## EXERCISE PROMPT
Please copy out the entries below exactly, beginning with the line that contains "thumb mcp: (293, 156)" and ending with the line that contains "pinky tip: (286, 146)", and include nothing outside that span.

## DATA SUPPLIED

****************

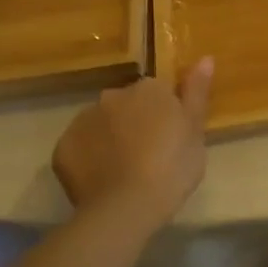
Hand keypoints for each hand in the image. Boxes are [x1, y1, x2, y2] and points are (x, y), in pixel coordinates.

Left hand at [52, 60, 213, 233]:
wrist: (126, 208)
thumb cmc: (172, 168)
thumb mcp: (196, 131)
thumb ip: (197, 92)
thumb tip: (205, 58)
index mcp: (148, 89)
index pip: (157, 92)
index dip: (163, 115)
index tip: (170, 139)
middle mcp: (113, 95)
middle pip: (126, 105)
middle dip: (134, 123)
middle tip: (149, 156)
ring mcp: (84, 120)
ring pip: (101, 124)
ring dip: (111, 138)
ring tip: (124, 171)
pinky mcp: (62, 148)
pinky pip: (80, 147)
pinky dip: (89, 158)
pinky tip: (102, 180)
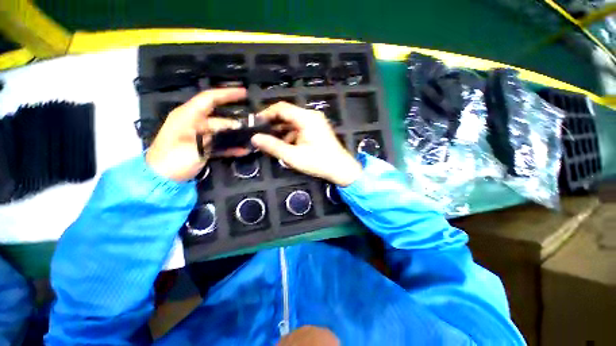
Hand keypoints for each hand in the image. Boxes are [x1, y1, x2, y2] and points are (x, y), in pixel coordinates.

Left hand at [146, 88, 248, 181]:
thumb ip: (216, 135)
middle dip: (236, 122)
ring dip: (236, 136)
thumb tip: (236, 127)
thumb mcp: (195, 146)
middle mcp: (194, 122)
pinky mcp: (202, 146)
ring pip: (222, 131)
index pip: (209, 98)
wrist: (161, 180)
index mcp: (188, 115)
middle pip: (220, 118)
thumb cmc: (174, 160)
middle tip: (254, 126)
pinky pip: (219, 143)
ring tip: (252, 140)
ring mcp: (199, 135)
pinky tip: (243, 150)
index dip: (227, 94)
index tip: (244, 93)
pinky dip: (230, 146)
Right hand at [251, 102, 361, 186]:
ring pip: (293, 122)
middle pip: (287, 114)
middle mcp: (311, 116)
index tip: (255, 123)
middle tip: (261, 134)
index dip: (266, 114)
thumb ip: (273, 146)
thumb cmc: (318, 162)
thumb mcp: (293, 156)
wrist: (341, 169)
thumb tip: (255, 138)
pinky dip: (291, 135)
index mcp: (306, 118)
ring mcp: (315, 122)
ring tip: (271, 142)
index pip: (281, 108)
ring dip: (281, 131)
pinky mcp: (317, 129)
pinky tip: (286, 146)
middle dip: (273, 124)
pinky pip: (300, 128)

****************

## SOLVED EXERCISE
thumb mcp: (293, 156)
wrist: (341, 169)
thumb tip: (255, 138)
pinky dip: (291, 135)
index mcp: (306, 118)
ring mcp: (315, 122)
ring tip: (271, 142)
index pip: (281, 108)
ring dip: (281, 131)
pinky mcp: (317, 129)
pinky tip: (286, 146)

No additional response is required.